● The problem
Keeping every word the same, give again only the lines from the one with "Turn all roads" through the end of the data, both included, and leave every picture out.

● Source material
****************
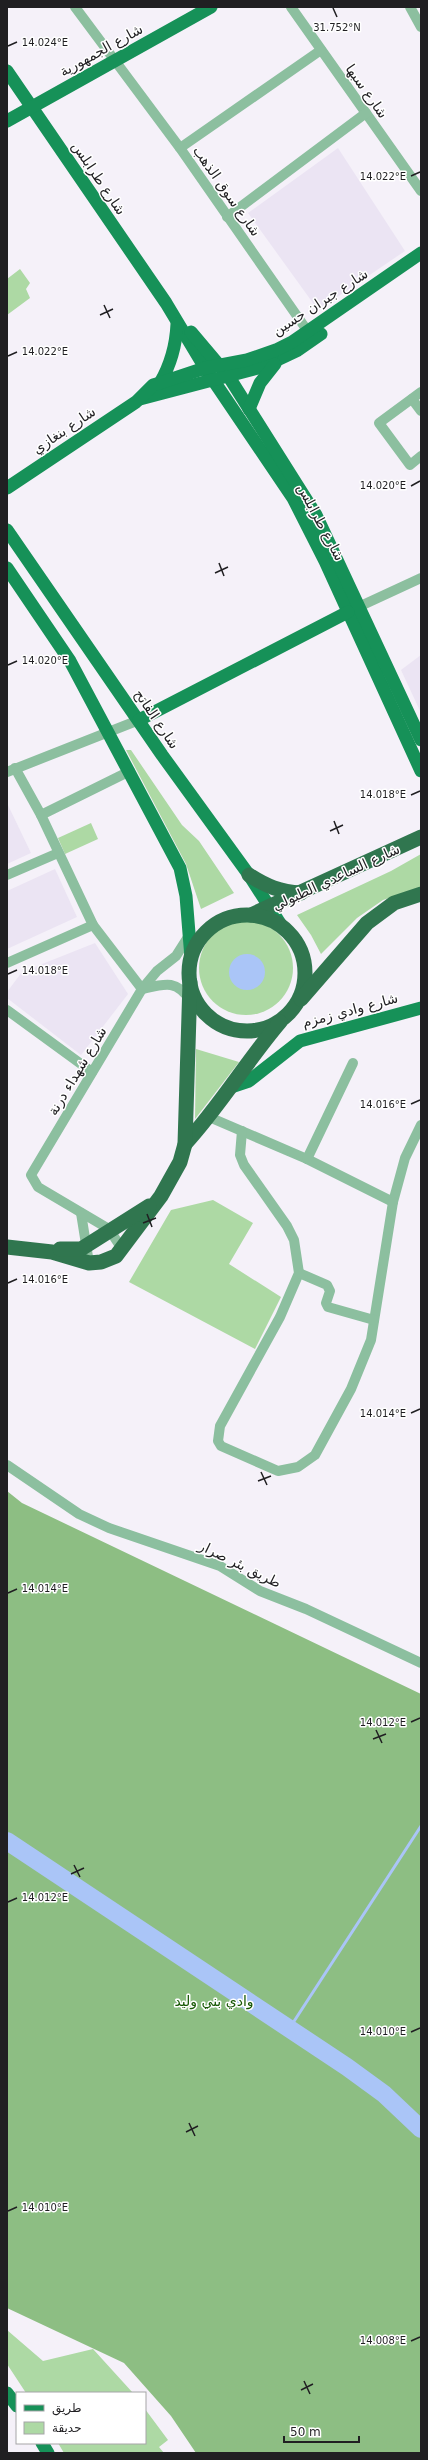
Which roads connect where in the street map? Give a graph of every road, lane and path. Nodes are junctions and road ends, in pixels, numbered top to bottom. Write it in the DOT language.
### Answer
graph roads {
  1 [pos="75,7"];
  2 [pos="211,7"];
  3 [pos="291,7"];
  4 [pos="410,7"];
  5 [pos="421,27"];
  6 [pos="321,50"];
  7 [pos="116,61"];
  8 [pos="7,71"];
  9 [pos="32,108"];
  10 [pos="366,114"];
  11 [pos="7,121"];
  12 [pos="180,148"];
  13 [pos="417,177"];
  14 [pos="421,191"];
  15 [pos="227,217"];
  16 [pos="421,253"];
  17 [pos="166,303"];
  18 [pos="178,324"];
  19 [pos="311,336"];
  20 [pos="200,343"];
  21 [pos="239,361"];
  22 [pos="277,362"];
  23 [pos="219,365"];
  24 [pos="205,368"];
  25 [pos="229,377"];
  26 [pos="214,381"];
  27 [pos="160,382"];
  28 [pos="194,386"];
  29 [pos="421,392"];
  30 [pos="226,398"];
  31 [pos="140,399"];
  32 [pos="412,399"];
  33 [pos="249,409"];
  34 [pos="421,411"];
  35 [pos="421,456"];
  36 [pos="7,488"];
  37 [pos="7,530"];
  38 [pos="7,568"];
  39 [pos="421,578"];
  40 [pos="354,609"];
  41 [pos="76,628"];
  42 [pos="56,639"];
  43 [pos="139,720"];
  44 [pos="107,731"];
  45 [pos="421,740"];
  46 [pos="11,770"];
  47 [pos="421,770"];
  48 [pos="130,771"];
  49 [pos="41,815"];
  50 [pos="421,837"];
  51 [pos="58,853"];
  52 [pos="7,875"];
  53 [pos="249,875"];
  54 [pos="301,893"];
  55 [pos="421,894"];
  56 [pos="271,907"];
  57 [pos="250,915"];
  58 [pos="93,925"];
  59 [pos="281,925"];
  60 [pos="190,934"];
  61 [pos="191,958"];
  62 [pos="7,962"];
  63 [pos="190,982"];
  64 [pos="142,989"];
  65 [pos="191,1001"];
  66 [pos="297,1002"];
  67 [pos="421,1008"];
  68 [pos="7,1010"];
  69 [pos="284,1018"];
  70 [pos="353,1063"];
  71 [pos="92,1072"];
  72 [pos="231,1087"];
  73 [pos="209,1118"];
  74 [pos="421,1125"];
  75 [pos="242,1131"];
  76 [pos="184,1144"];
  77 [pos="307,1160"];
  78 [pos="161,1196"];
  79 [pos="393,1202"];
  80 [pos="81,1213"];
  81 [pos="109,1229"];
  82 [pos="87,1245"];
  83 [pos="7,1247"];
  84 [pos="122,1249"];
  85 [pos="52,1252"];
  86 [pos="89,1263"];
  87 [pos="299,1273"];
  88 [pos="374,1320"];
  89 [pos="7,1465"];
  90 [pos="421,1662"];
  91 [pos="7,2393"];
  92 [pos="16,2405"];
  93 [pos="43,2444"];
  94 [pos="48,2453"];
  1 -- 7 [label="street, شارع سوق الذهب"];
  2 -- 7 [label="main road, شارع الجمهورية"];
  3 -- 6 [label="street, شارع سبها"];
  4 -- 5 [label="street"];
  6 -- 10 [label="street, شارع سبها"];
  6 -- 12 [label="street"];
  7 -- 9 [label="main road, شارع الجمهورية"];
  7 -- 12 [label="street, شارع سوق الذهب"];
  8 -- 9 [label="main road, شارع طرابلس"];
  9 -- 11 [label="main road, شارع الجمهورية"];
  9 -- 17 [label="main road, شارع طرابلس"];
  10 -- 13 [label="street, شارع سبها"];
  10 -- 15 [label="street"];
  12 -- 15 [label="street, شارع سوق الذهب"];
  13 -- 14 [label="street, شارع سبها"];
  15 -- 19 [label="street, شارع سوق الذهب"];
  16 -- 19 [label="main road, شارع جبران حسين"];
  17 -- 18 [label="main road, شارع طرابلس"];
  17 -- 20 [label="main road, شارع طرابلس"];
  18 -- 24 [label="main road, شارع طرابلس"];
  18 -- 27 [label="main road"];
  19 -- 21 [label="main road, شارع جبران حسين"];
  19 -- 22 [label="main road"];
  20 -- 21 [label="main road"];
  20 -- 23 [label="main road, شارع طرابلس"];
  21 -- 23 [label="main road, شارع جبران حسين"];
  22 -- 25 [label="main road"];
  22 -- 33 [label="main road"];
  23 -- 24 [label="main road, شارع جبران حسين"];
  23 -- 25 [label="main road, شارع طرابلس"];
  24 -- 26 [label="main road, شارع طرابلس"];
  24 -- 27 [label="main road, شارع جبران حسين"];
  25 -- 26 [label="main road"];
  25 -- 33 [label="main road, شارع طرابلس"];
  26 -- 28 [label="main road"];
  26 -- 30 [label="main road, شارع طرابلس"];
  27 -- 31 [label="main road"];
  28 -- 30 [label="main road"];
  28 -- 31 [label="main road"];
  29 -- 32 [label="street"];
  30 -- 40 [label="main road, شارع طرابلس"];
  31 -- 36 [label="main road, شارع بنغازي"];
  32 -- 34 [label="street"];
  32 -- 35 [label="street"];
  33 -- 40 [label="main road, شارع طرابلس"];
  37 -- 41 [label="main road, شارع الفاتح"];
  38 -- 42 [label="main road"];
  39 -- 40 [label="street"];
  40 -- 43 [label="main road"];
  40 -- 45 [label="main road, شارع طرابلس"];
  40 -- 47 [label="main road, شارع طرابلس"];
  41 -- 42 [label="main road"];
  41 -- 43 [label="main road, شارع الفاتح"];
  42 -- 44 [label="main road"];
  43 -- 44 [label="street"];
  43 -- 53 [label="main road, شارع الفاتح"];
  44 -- 46 [label="street"];
  44 -- 48 [label="main road"];
  46 -- 49 [label="street"];
  48 -- 49 [label="street"];
  48 -- 60 [label="main road"];
  49 -- 51 [label="street"];
  50 -- 54 [label="highway, شارع الساعدي الطبولي"];
  51 -- 52 [label="street"];
  51 -- 58 [label="street"];
  53 -- 54 [label="highway"];
  53 -- 56 [label="main road, شارع الفاتح"];
  54 -- 56 [label="highway, شارع الساعدي الطبولي"];
  55 -- 66 [label="highway"];
  56 -- 57 [label="highway, شارع الساعدي الطبولي"];
  56 -- 59 [label="main road, شارع الفاتح"];
  57 -- 59 [label="highway"];
  57 -- 61 [label="highway"];
  58 -- 62 [label="street"];
  58 -- 64 [label="street"];
  59 -- 66 [label="highway"];
  60 -- 61 [label="main road"];
  60 -- 64 [label="street, شارع شهداء درنة"];
  61 -- 63 [label="highway"];
  63 -- 65 [label="highway"];
  63 -- 69 [label="highway"];
  64 -- 65 [label="street"];
  64 -- 71 [label="street, شارع شهداء درنة"];
  65 -- 76 [label="highway"];
  66 -- 69 [label="highway"];
  67 -- 72 [label="main road, شارع وادي زمزم"];
  68 -- 71 [label="street"];
  69 -- 72 [label="highway"];
  70 -- 77 [label="street"];
  71 -- 80 [label="street, شارع شهداء درنة"];
  72 -- 73 [label="highway"];
  73 -- 75 [label="street"];
  73 -- 76 [label="highway"];
  74 -- 79 [label="street"];
  75 -- 77 [label="street"];
  75 -- 87 [label="street"];
  76 -- 78 [label="highway"];
  77 -- 79 [label="street"];
  78 -- 81 [label="highway"];
  78 -- 84 [label="highway"];
  79 -- 88 [label="street"];
  80 -- 81 [label="street"];
  80 -- 82 [label="street"];
  81 -- 82 [label="highway"];
  81 -- 84 [label="street"];
  82 -- 85 [label="highway"];
  82 -- 86 [label="street"];
  83 -- 85 [label="highway"];
  84 -- 86 [label="highway"];
  85 -- 86 [label="highway"];
  87 -- 88 [label="street"];
  87 -- 88 [label="street"];
  89 -- 90 [label="street, طريق بئر صرار"];
  91 -- 92 [label="main road"];
  93 -- 94 [label="main road"];
}
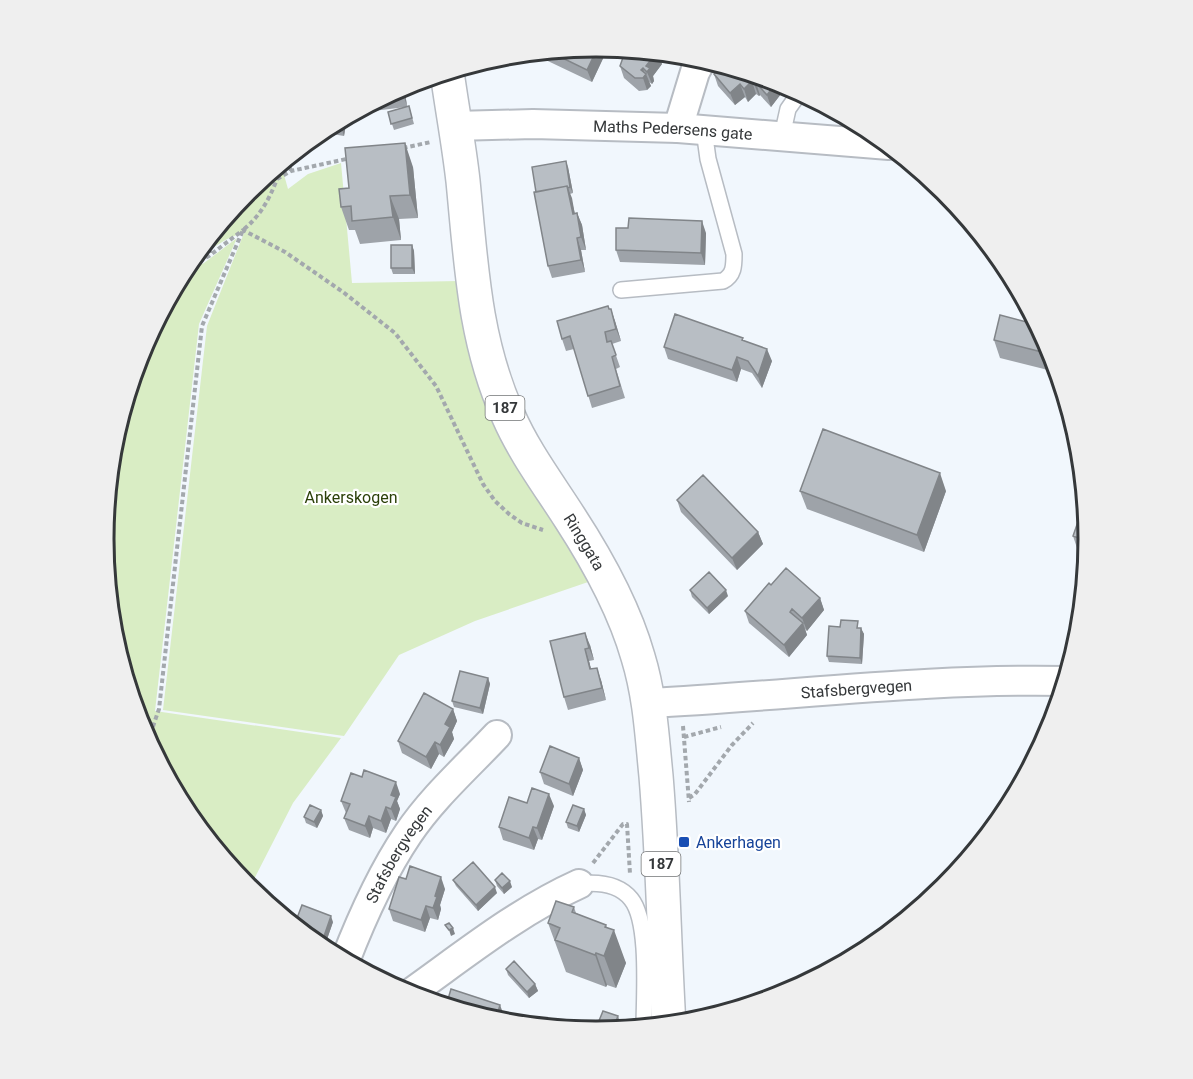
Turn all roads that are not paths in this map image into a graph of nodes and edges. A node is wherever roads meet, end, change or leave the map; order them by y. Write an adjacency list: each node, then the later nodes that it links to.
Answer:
1 (697, 67): 4 (street)
2 (447, 81): 5 (main road, Ringgata / 187)
3 (794, 100): 6 (lane)
4 (691, 129): 5 (street, Maths Pedersens gate); 6 (street, Maths Pedersens gate); 8 (lane)
5 (446, 133): 10 (main road, Ringgata / 187)
6 (782, 136): 7 (street, Maths Pedersens gate)
7 (871, 143)
8 (621, 290)
9 (1058, 681): 10 (street, Stafsbergvegen)
10 (649, 703): 15 (main road, Ringgata / 187)
11 (497, 735): 13 (street, Stafsbergvegen)
12 (579, 884): 14 (street); 16 (lane)
13 (348, 953)
14 (419, 988)
15 (669, 1017)
16 (644, 1019)

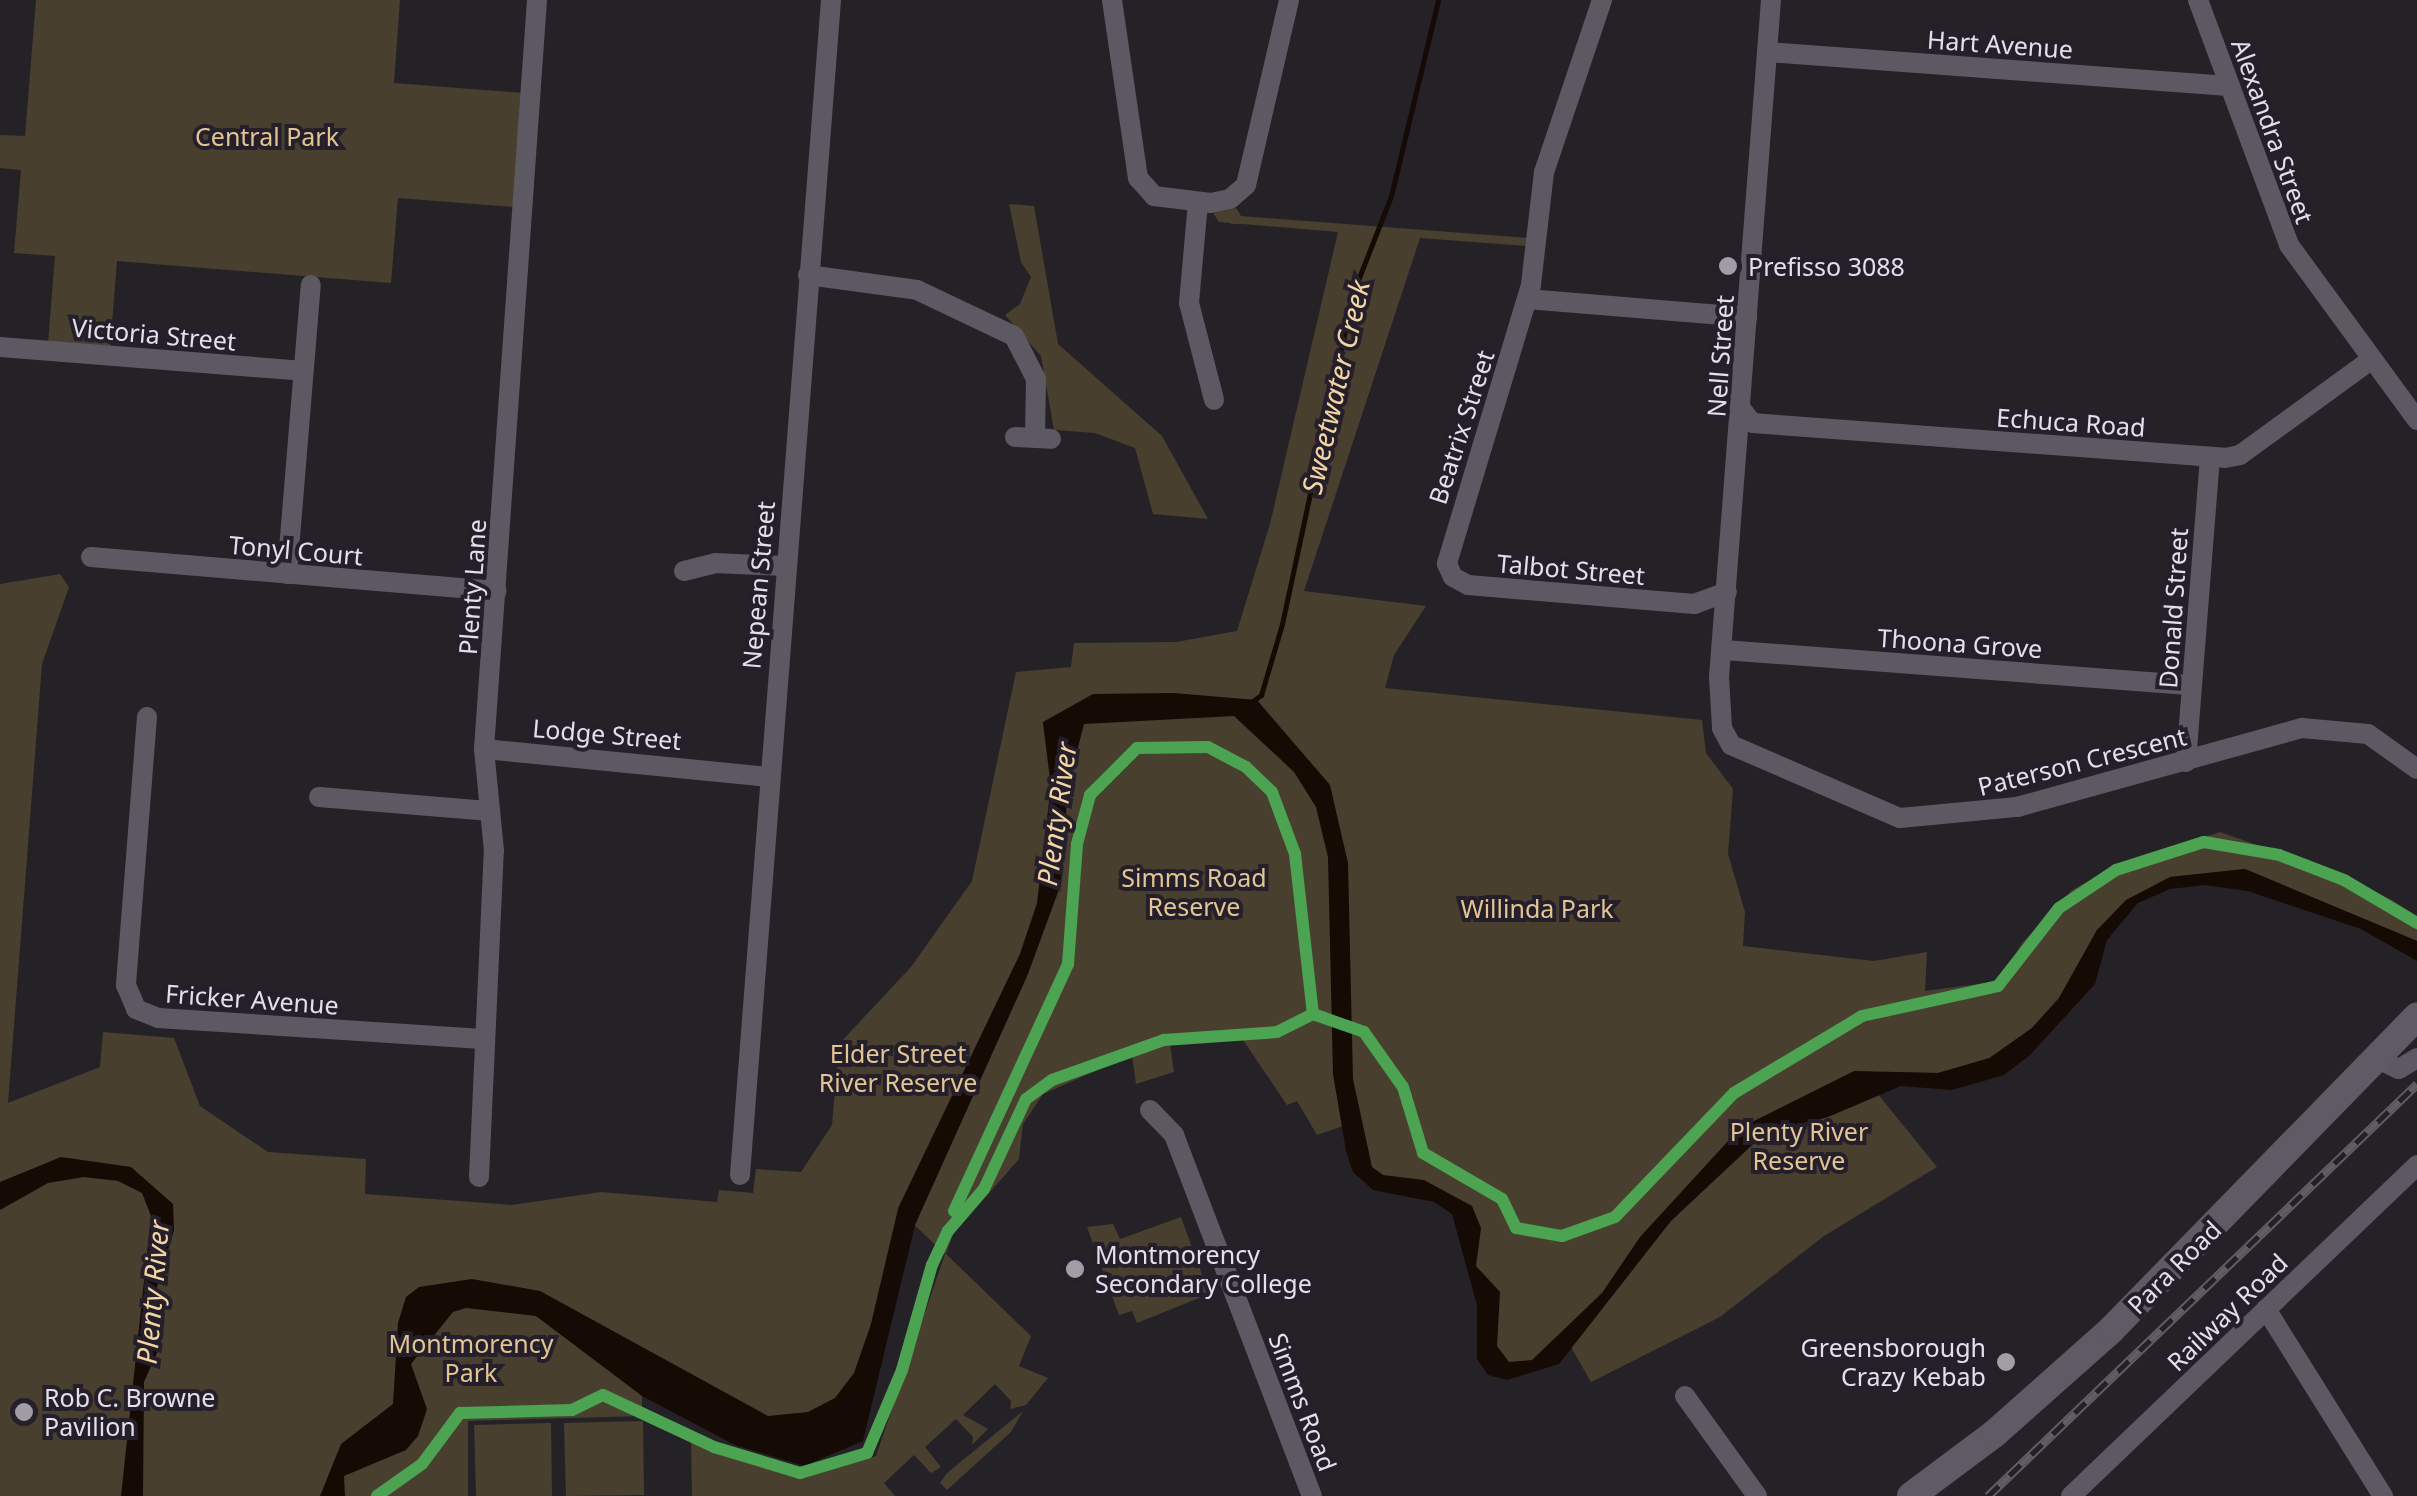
****************
● Answer below
Turn all roads that are not paths in this map image into a graph of nodes and edges. A node is wherever roads meet, end, change or leave the map; order them by y. Write an adjacency list: each node, then the later nodes that it links to.
Answer:
1 (697, 67): 4 (street)
2 (447, 81): 5 (main road, Ringgata / 187)
3 (794, 100): 6 (lane)
4 (691, 129): 5 (street, Maths Pedersens gate); 6 (street, Maths Pedersens gate); 8 (lane)
5 (446, 133): 10 (main road, Ringgata / 187)
6 (782, 136): 7 (street, Maths Pedersens gate)
7 (871, 143)
8 (621, 290)
9 (1058, 681): 10 (street, Stafsbergvegen)
10 (649, 703): 15 (main road, Ringgata / 187)
11 (497, 735): 13 (street, Stafsbergvegen)
12 (579, 884): 14 (street); 16 (lane)
13 (348, 953)
14 (419, 988)
15 (669, 1017)
16 (644, 1019)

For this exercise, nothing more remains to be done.